** THE INPUT follows **

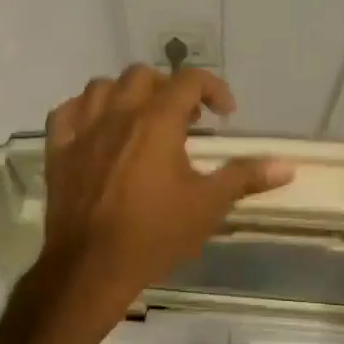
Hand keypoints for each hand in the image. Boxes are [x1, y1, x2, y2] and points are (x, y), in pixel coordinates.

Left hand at [38, 65, 291, 313]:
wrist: (91, 267)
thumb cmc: (154, 234)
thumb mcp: (207, 206)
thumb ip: (244, 178)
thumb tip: (286, 166)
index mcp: (157, 121)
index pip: (189, 80)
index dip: (213, 88)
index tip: (224, 114)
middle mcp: (118, 113)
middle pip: (143, 76)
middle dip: (169, 89)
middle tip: (184, 119)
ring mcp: (82, 130)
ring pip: (102, 86)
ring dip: (126, 94)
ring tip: (140, 118)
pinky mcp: (58, 150)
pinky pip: (66, 111)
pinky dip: (85, 110)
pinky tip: (96, 128)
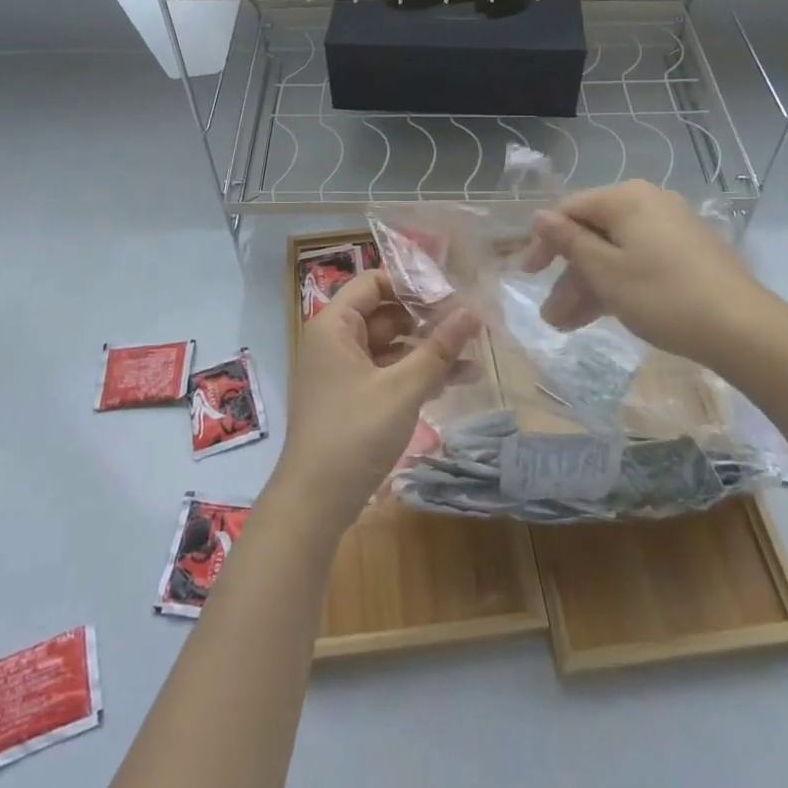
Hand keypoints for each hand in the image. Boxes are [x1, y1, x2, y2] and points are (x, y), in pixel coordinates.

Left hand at [277, 270, 479, 533]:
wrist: (314, 504)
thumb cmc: (355, 434)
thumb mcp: (402, 388)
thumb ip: (439, 348)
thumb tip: (473, 311)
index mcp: (334, 325)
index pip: (374, 282)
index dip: (412, 283)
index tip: (452, 293)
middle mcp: (334, 341)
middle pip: (385, 313)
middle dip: (427, 319)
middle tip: (470, 325)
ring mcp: (342, 371)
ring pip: (390, 345)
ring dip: (427, 350)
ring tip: (473, 358)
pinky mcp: (351, 398)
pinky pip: (387, 372)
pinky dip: (415, 374)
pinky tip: (454, 382)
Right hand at [519, 180, 787, 378]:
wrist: (743, 329)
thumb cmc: (663, 295)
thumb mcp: (605, 271)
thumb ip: (568, 242)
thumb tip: (539, 215)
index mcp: (626, 199)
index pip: (570, 209)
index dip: (544, 241)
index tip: (527, 274)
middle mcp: (648, 204)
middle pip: (593, 233)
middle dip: (567, 274)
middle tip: (549, 313)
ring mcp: (670, 229)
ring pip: (614, 253)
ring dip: (588, 286)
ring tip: (565, 325)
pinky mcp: (686, 255)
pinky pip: (637, 262)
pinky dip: (616, 285)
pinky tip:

** End of THE INPUT **

WHAT YOU ARE ASKED TO DO — Would you please copy all lines in the data that contain the word "middle"?

PROBLEM SOLUTION —
middle mcp: (118, 113)
middle pip: (143, 76)
middle dip: (169, 89)
middle tip: (184, 119)
middle mcp: (334, 341)
middle pip: (385, 313)
middle dip: (427, 319)
middle tip: (470, 325)
middle mcp: (648, 204)
middle pip: (593, 233)
middle dip: (567, 274)
middle tip: (549, 313)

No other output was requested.